Is it possible to make an object detector from scratch?

The more I try, the more difficult I find it…
I’ve been trying to reproduce the typical ssd multiple object detector but it’s results are so bad, At first I can’t even load a pretrained resnet50 and use transfer learning for my own dataset. But even if I copy the steps from the notebooks or the forums, I find the results quite bad.
After looking for information I found that there are problems with the combining function for the output layers, have those troubles been fixed?

Can you share with us what information have you looked(links?) and details of the problems(errors?) with combining function for the output layers?

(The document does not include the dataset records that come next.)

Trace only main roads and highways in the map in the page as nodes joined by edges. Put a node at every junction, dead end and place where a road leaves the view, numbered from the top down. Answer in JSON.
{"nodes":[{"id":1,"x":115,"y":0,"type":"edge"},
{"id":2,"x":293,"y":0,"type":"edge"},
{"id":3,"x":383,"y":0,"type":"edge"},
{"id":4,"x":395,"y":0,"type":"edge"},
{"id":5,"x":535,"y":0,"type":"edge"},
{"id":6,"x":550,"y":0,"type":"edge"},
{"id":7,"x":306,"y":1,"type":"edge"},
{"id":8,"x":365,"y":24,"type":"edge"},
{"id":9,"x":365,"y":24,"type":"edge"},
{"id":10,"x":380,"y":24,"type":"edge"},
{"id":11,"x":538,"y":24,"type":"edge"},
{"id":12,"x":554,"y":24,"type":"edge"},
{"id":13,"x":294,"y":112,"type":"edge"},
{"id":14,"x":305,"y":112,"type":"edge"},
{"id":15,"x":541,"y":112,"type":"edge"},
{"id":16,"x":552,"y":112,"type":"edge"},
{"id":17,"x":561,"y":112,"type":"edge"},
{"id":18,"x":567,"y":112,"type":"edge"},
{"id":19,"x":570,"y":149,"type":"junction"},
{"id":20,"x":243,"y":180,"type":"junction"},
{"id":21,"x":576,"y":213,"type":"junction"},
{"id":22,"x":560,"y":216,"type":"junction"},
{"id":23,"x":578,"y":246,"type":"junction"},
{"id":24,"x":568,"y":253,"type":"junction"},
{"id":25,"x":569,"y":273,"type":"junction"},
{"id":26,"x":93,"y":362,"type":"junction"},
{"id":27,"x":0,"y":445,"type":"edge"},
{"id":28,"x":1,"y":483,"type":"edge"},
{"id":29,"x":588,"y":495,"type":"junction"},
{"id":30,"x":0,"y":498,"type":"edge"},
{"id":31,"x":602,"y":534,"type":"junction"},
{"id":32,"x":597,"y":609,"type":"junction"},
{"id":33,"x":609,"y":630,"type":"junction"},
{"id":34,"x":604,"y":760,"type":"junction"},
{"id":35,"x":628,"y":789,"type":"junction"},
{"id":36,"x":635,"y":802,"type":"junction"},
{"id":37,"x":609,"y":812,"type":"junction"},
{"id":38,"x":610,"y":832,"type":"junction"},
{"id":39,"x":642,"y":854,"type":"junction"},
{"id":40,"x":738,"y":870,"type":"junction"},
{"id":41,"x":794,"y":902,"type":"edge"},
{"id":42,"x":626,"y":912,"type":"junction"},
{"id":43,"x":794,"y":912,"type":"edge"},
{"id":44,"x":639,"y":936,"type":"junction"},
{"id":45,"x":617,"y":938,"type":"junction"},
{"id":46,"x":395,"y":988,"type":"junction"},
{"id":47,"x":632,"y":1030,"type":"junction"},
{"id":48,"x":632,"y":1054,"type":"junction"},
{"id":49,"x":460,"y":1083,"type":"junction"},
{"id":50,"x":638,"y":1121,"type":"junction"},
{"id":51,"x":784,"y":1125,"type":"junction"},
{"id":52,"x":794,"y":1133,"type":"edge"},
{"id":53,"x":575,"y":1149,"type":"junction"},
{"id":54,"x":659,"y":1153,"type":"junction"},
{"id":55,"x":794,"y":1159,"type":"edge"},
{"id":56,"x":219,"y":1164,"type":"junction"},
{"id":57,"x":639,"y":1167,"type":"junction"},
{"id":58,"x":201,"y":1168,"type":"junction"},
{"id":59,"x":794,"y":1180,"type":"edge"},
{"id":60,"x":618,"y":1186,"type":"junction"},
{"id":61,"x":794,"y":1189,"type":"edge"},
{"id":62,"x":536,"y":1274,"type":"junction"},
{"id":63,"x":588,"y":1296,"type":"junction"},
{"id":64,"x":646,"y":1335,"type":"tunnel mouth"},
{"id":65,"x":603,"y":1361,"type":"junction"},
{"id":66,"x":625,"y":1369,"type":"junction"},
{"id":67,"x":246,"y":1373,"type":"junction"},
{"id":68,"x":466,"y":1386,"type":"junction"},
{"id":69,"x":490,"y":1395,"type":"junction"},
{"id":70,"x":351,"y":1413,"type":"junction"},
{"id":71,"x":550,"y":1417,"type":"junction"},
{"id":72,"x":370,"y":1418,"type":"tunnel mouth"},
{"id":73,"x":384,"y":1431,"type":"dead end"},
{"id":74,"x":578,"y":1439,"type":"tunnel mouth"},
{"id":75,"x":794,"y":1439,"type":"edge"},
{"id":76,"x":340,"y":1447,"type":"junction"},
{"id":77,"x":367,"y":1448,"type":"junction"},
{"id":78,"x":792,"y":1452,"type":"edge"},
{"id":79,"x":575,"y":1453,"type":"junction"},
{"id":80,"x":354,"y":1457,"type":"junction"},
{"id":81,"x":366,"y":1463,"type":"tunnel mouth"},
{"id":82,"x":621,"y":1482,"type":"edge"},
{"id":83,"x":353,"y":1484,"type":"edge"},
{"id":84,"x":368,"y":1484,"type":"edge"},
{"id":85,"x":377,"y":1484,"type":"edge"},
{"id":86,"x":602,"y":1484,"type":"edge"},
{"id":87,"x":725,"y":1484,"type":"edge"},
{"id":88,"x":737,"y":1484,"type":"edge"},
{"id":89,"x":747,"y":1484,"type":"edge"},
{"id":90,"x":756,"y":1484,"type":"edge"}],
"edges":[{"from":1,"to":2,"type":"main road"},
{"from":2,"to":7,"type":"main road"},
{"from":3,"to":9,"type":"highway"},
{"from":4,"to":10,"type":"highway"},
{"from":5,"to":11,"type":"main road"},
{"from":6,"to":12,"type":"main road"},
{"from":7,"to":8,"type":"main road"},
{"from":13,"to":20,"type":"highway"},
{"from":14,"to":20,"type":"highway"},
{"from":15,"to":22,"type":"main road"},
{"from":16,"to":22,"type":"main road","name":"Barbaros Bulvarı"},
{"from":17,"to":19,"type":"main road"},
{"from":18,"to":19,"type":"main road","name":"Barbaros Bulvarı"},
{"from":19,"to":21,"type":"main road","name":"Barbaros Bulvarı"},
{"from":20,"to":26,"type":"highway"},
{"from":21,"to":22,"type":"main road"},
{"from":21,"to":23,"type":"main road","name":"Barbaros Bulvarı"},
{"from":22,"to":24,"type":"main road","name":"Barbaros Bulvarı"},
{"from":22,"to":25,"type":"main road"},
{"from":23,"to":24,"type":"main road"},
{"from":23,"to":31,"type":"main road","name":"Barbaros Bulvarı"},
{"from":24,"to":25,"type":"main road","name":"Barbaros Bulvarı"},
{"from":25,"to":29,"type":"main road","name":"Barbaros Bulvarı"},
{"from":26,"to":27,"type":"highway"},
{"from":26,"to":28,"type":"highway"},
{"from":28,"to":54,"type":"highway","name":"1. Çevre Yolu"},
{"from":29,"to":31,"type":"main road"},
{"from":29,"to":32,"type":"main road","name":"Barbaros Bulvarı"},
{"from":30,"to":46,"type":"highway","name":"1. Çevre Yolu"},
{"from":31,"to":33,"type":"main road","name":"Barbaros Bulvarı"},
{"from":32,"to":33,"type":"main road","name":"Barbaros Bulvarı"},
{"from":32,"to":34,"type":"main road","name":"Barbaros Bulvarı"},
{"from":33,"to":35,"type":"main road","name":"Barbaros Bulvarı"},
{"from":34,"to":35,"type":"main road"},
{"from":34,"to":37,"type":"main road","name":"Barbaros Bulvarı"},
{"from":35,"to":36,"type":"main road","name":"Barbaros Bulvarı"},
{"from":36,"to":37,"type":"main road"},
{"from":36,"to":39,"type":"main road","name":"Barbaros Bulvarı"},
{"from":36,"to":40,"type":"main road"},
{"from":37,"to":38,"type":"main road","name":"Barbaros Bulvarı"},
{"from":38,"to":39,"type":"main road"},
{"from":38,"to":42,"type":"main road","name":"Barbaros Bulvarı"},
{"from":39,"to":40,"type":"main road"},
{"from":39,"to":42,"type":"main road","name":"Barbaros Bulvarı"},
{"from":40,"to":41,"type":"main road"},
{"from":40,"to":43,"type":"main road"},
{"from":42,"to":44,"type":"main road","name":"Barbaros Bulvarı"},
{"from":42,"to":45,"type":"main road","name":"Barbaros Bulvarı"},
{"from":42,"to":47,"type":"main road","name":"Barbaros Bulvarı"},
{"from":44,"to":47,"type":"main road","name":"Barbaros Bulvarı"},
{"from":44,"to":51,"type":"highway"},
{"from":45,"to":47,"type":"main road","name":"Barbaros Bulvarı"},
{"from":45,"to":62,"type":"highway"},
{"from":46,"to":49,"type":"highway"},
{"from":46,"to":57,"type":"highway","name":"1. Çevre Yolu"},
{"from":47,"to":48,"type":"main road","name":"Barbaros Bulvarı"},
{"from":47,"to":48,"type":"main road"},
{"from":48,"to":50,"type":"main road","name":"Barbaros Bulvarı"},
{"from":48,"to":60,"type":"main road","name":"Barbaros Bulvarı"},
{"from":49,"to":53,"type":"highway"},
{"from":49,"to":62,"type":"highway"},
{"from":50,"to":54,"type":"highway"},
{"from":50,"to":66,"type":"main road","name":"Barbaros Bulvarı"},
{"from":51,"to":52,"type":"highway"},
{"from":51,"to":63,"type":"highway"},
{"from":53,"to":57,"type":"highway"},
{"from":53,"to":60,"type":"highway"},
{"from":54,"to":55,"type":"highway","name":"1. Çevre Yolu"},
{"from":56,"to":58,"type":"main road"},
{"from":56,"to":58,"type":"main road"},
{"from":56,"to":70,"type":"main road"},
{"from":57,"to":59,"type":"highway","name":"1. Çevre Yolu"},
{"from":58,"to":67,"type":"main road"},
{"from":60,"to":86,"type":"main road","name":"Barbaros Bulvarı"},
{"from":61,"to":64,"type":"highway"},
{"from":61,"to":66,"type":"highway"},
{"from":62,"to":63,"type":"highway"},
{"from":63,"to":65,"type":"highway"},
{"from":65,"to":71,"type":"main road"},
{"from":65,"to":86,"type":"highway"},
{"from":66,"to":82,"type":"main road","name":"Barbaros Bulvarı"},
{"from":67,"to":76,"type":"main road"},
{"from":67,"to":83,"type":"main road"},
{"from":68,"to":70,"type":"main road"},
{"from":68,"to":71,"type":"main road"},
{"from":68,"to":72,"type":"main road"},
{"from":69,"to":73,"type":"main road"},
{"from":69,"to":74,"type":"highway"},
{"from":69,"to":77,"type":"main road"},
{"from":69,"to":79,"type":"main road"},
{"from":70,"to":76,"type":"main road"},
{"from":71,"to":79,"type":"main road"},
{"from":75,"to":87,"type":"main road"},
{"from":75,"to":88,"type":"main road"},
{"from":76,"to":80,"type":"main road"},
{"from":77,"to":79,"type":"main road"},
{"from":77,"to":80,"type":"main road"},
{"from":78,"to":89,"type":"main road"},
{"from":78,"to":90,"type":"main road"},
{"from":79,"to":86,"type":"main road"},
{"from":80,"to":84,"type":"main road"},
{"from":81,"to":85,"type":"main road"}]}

This post describe the flatten function I use on convs outputs (flatten_conv).
The problems is that I don’t see (I can’t find someone who says that also) a good result like the one I could get using tensorflow pretrained models.
The last thing is that I’m not sure if I’m taking pretrained models, following pascal-multi notebook doesn’t seems to do it:

  • f_model = resnet34
  • head_reg4 = SSD_MultiHead(k, -4.)
  • models = ConvnetBuilder(f_model, 0, 0, 0, custom_head=head_reg4)
  • learn = ConvLearner(md, models)

I tried with resnet34(pretrained=True) but then I get different errors when I try to train.

I assume the answer is a no, actual results on object detectors are quite bad and it’s still behind others frameworks in transfer learning?